::: DATA SHOWN :::

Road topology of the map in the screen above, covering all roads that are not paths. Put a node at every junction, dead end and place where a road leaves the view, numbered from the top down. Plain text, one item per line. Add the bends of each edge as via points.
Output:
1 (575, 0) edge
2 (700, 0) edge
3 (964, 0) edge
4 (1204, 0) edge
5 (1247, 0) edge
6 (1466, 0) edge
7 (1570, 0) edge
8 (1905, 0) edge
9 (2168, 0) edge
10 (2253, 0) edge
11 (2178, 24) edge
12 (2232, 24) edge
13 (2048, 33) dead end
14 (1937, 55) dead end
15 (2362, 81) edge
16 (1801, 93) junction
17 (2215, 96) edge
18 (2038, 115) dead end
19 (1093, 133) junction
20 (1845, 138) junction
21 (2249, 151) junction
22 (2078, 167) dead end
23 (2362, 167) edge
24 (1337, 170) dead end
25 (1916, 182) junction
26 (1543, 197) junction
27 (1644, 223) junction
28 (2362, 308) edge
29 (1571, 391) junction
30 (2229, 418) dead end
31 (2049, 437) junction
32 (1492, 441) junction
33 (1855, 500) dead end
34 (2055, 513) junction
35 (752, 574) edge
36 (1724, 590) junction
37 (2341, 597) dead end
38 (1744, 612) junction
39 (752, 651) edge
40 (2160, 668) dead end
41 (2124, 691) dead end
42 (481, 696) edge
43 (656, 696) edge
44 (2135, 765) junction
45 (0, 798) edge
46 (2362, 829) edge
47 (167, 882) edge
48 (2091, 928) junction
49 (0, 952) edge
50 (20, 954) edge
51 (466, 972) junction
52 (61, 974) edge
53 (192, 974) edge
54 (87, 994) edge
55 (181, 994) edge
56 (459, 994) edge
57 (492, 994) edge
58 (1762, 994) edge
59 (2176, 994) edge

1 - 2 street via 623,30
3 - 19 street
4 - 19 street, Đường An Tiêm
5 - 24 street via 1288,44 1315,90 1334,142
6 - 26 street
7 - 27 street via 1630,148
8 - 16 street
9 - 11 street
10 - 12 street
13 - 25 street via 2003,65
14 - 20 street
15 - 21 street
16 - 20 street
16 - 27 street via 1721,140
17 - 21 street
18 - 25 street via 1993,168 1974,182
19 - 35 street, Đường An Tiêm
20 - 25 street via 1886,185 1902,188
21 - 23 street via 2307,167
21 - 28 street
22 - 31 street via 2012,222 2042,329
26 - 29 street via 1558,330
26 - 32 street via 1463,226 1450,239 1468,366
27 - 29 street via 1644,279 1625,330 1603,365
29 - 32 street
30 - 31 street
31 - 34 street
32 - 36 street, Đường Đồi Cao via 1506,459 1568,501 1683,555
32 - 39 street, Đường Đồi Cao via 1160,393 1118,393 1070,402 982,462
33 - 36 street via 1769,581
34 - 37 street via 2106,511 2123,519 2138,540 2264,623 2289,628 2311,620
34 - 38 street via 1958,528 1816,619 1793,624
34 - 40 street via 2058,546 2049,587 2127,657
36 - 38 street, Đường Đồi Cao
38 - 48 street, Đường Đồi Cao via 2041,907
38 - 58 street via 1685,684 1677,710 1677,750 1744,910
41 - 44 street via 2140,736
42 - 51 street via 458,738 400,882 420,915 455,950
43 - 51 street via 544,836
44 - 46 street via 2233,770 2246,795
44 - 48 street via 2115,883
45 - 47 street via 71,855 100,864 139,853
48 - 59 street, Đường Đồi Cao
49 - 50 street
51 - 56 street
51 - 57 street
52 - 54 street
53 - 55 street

:::

WHAT IS EXPECTED —
In full and without alteration, copy the entries.

ANSWER FOR THIS EXERCISE —
Road topology of the map in the screen above, covering all roads that are not paths. Put a node at every junction, dead end and place where a road leaves the view, numbered from the top down. Plain text, one item per line. Add the bends of each edge as via points.
Output:
1 (575, 0) edge
2 (700, 0) edge
3 (964, 0) edge
4 (1204, 0) edge
5 (1247, 0) edge
6 (1466, 0) edge
7 (1570, 0) edge
8 (1905, 0) edge
9 (2168, 0) edge
10 (2253, 0) edge
11 (2178, 24) edge
12 (2232, 24) edge
13 (2048, 33) dead end
14 (1937, 55) dead end
15 (2362, 81) edge
16 (1801, 93) junction
17 (2215, 96) edge
18 (2038, 115) dead end
19 (1093, 133) junction
20 (1845, 138) junction
21 (2249, 151) junction
22 (2078, 167) dead end
23 (2362, 167) edge
24 (1337, 170) dead end
25 (1916, 182) junction
26 (1543, 197) junction
27 (1644, 223) junction
28 (2362, 308) edge
29 (1571, 391) junction
30 (2229, 418) dead end
31 (2049, 437) junction
32 (1492, 441) junction
33 (1855, 500) dead end
34 (2055, 513) junction
35 (752, 574) edge
36 (1724, 590) junction
37 (2341, 597) dead end
38 (1744, 612) junction
39 (752, 651) edge
40 (2160, 668) dead end
41 (2124, 691) dead end
42 (481, 696) edge
43 (656, 696) edge
44 (2135, 765) junction
45 (0, 798) edge
46 (2362, 829) edge
47 (167, 882) edge
48 (2091, 928) junction
49 (0, 952) edge
50 (20, 954) edge
51 (466, 972) junction
52 (61, 974) edge
53 (192, 974) edge
54 (87, 994) edge
55 (181, 994) edge
56 (459, 994) edge
57 (492, 994) edge
58 (1762, 994) edge
59 (2176, 994) edge

1 - 2 street via 623,30
3 - 19 street
4 - 19 street, Đường An Tiêm
5 - 24 street via 1288,44 1315,90 1334,142
6 - 26 street
7 - 27 street via 1630,148
8 - 16 street
9 - 11 street
10 - 12 street
13 - 25 street via 2003,65
14 - 20 street
15 - 21 street
16 - 20 street
16 - 27 street via 1721,140
17 - 21 street
18 - 25 street via 1993,168 1974,182
19 - 35 street, Đường An Tiêm
20 - 25 street via 1886,185 1902,188
21 - 23 street via 2307,167
21 - 28 street
22 - 31 street via 2012,222 2042,329
26 - 29 street via 1558,330
26 - 32 street via 1463,226 1450,239 1468,366
27 - 29 street via 1644,279 1625,330 1603,365
29 - 32 street
30 - 31 street
31 - 34 street
32 - 36 street, Đường Đồi Cao via 1506,459 1568,501 1683,555
32 - 39 street, Đường Đồi Cao via 1160,393 1118,393 1070,402 982,462
33 - 36 street via 1769,581
34 - 37 street via 2106,511 2123,519 2138,540 2264,623 2289,628 2311,620
34 - 38 street via 1958,528 1816,619 1793,624
34 - 40 street via 2058,546 2049,587 2127,657
36 - 38 street, Đường Đồi Cao
38 - 48 street, Đường Đồi Cao via 2041,907
38 - 58 street via 1685,684 1677,710 1677,750 1744,910
41 - 44 street via 2140,736
42 - 51 street via 458,738 400,882 420,915 455,950
43 - 51 street via 544,836
44 - 46 street via 2233,770 2246,795
44 - 48 street via 2115,883
45 - 47 street via 71,855 100,864 139,853
48 - 59 street, Đường Đồi Cao
49 - 50 street
51 - 56 street
51 - 57 street
52 - 54 street
53 - 55 street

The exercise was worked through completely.